So, the US Treasury is finally taking action against banks who have not engaged in HAMP in good faith:
As the nation’s housing market continues to teeter, the Treasury Department on Thursday penalized three of the nation’s largest banks for subpar performance in administrating a government-sponsored program to modify mortgage loans for distressed homeowners.
As part of a new assessment of mortgage servicers, Treasury officials said they would withhold incentive payments for the three banks — Bank of America, JPMorgan Chase and Wells Fargo — until the problems are resolved.

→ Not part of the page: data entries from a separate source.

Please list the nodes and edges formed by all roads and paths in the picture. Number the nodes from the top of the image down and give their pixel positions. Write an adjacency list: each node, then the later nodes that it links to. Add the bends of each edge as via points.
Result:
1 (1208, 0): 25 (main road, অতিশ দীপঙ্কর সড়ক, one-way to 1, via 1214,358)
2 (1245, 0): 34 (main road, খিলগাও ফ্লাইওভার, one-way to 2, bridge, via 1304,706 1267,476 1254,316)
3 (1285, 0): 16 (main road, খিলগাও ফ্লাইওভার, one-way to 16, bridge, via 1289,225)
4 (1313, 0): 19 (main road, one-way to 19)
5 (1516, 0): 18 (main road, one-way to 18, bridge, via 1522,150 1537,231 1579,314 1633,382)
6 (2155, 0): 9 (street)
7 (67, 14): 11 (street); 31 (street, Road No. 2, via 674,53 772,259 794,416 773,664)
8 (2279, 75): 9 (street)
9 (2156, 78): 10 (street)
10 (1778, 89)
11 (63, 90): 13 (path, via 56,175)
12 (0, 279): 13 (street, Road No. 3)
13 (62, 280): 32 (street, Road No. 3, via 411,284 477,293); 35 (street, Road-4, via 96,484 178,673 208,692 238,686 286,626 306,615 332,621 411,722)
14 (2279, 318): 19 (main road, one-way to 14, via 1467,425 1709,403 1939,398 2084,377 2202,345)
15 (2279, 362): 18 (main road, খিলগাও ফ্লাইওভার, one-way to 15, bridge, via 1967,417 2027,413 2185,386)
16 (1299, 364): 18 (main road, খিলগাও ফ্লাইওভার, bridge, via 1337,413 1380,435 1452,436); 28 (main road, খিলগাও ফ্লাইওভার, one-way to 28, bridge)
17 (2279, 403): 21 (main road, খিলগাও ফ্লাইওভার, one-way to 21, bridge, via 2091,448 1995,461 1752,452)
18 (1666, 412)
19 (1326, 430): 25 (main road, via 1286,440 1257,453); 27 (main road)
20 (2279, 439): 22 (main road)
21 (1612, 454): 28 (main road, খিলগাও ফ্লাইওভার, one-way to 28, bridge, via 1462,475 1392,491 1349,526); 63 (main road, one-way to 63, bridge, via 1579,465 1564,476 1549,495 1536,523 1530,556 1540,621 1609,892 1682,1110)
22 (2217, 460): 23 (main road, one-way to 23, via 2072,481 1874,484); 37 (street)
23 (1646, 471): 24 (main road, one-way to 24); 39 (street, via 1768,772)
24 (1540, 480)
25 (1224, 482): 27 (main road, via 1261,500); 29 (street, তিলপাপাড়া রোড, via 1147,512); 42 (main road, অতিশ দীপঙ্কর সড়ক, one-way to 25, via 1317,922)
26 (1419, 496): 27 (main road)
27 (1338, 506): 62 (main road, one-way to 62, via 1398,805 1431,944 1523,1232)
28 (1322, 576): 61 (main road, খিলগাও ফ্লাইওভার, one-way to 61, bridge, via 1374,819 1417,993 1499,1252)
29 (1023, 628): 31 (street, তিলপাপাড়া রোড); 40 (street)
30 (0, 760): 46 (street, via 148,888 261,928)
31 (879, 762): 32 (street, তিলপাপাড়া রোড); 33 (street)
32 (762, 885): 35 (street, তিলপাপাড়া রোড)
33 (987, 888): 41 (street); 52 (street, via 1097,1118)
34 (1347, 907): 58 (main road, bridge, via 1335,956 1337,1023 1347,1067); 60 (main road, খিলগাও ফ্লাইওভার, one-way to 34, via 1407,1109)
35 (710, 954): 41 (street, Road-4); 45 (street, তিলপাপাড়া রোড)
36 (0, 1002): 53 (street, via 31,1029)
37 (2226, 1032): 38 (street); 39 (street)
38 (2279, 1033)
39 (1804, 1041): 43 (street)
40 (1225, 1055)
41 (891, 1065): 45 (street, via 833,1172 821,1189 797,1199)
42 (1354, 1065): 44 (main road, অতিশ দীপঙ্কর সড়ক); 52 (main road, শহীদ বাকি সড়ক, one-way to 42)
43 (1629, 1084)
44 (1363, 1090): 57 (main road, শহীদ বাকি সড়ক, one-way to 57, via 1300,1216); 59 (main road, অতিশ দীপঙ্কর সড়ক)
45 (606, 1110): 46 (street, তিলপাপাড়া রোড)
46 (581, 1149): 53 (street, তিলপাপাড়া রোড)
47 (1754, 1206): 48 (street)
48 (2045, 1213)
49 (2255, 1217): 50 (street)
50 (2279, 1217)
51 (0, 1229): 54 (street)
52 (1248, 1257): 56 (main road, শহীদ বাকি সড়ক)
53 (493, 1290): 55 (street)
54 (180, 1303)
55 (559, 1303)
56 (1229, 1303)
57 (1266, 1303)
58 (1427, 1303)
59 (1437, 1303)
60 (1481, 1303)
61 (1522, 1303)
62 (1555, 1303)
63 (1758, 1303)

At that point, those payments would be made, a Treasury spokeswoman said.
In May, the three banks received $24 million in incentives as part of the modification program.
The Treasury Department has previously withheld payments from mortgage servicers, but Thursday’s action focused on some of the biggest players in the program. Called the Home Affordable Modification Program, or HAMP, it is voluntary for mortgage servicers. Nearly all of the nation’s largest banks have signed contracts to participate.
Only, as Yves Smith observes, this is not accountability, it’s accountability theater, from the folks who so f%$#ed up HANP so badly that, “HAMP was so clearly a disaster that Treasury Department officials didn’t try very hard to defend it in a meeting with bloggers that I [Yves Smith] participated in last August. The best they could do was claim that it helped the housing market by spreading out foreclosures over a long time period,” so in this bit of atmospherics, the banks still get their money, they just won’t get it today.
Someone must have informed Timothy “Eddie Haskell” Geithner that even if Barack Obama would never fire him,* if the voters fire Obama, he’s still out of job.
*This fact that Geithner is unfirable makes a pretty argument against a 2nd Obama term.†
†We now have revelations that Larry Summers was more on the ball than he.